Definition of Strategic Foresight and Warning – Risk management for strategic uncertainties
“Strategic Foresight and Warning (risk management for strategic uncertainties) is an organized and systematic process to reduce uncertainty regarding the future that aims at allowing policy-makers and decision-makers to take decisions with sufficient lead time to see those decisions implemented at best.” (Fingar, Davis, Grabo and Knight)
Broadly speaking, it is part of the field of anticipation – or approaches to the future, which also includes other perspectives and practices centred on other themes.
SF&W can and does borrow ideas and methodologies from those approaches, while adapting them to its specific focus.

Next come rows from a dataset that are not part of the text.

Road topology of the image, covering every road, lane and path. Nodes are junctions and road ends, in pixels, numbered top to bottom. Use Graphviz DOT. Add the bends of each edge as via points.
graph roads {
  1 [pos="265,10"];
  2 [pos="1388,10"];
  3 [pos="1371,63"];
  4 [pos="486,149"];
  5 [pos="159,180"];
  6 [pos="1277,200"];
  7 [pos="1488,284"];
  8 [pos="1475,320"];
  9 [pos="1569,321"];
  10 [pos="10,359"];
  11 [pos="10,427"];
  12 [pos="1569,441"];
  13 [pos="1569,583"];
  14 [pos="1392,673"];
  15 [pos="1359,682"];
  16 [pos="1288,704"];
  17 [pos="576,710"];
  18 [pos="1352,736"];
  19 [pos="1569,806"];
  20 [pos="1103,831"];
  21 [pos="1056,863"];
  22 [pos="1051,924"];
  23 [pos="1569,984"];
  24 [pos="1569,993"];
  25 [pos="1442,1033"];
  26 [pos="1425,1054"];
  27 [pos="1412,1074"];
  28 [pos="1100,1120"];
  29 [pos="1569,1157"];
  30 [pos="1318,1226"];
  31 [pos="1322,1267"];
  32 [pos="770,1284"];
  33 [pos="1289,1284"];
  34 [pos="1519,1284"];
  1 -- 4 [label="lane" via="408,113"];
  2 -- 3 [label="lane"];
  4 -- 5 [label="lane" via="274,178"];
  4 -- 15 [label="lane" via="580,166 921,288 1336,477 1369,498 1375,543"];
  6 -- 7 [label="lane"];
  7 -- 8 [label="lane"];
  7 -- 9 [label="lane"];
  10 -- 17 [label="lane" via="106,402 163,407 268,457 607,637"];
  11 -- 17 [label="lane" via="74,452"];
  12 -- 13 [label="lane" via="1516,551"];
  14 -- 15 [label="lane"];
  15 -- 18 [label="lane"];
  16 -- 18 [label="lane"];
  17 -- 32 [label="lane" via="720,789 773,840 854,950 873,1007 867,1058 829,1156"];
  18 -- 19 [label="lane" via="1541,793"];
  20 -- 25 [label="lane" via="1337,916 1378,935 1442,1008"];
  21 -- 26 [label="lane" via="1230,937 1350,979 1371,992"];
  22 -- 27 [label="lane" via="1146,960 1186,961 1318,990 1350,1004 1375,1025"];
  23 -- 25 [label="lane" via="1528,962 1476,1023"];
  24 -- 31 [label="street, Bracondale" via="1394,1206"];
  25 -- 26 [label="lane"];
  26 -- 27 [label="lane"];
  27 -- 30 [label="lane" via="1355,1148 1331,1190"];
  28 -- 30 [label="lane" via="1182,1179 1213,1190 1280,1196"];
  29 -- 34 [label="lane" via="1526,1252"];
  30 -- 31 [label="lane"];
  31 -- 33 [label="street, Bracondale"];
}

For example, a country like Singapore with its Risk Assessment and Horizon Scanning – RAHS Programme Office, part of the National Security Coordination Secretariat at the Prime Minister’s Office, uses a mix of most of those perspectives, reworks and combines them for its own needs, while creating and designing original tools, methodologies and processes. Furthermore, various actors also use different names for SF&W, or very similar approaches. It is thus important to clarify what various labels and names mean, even if borders between categories are often fuzzy.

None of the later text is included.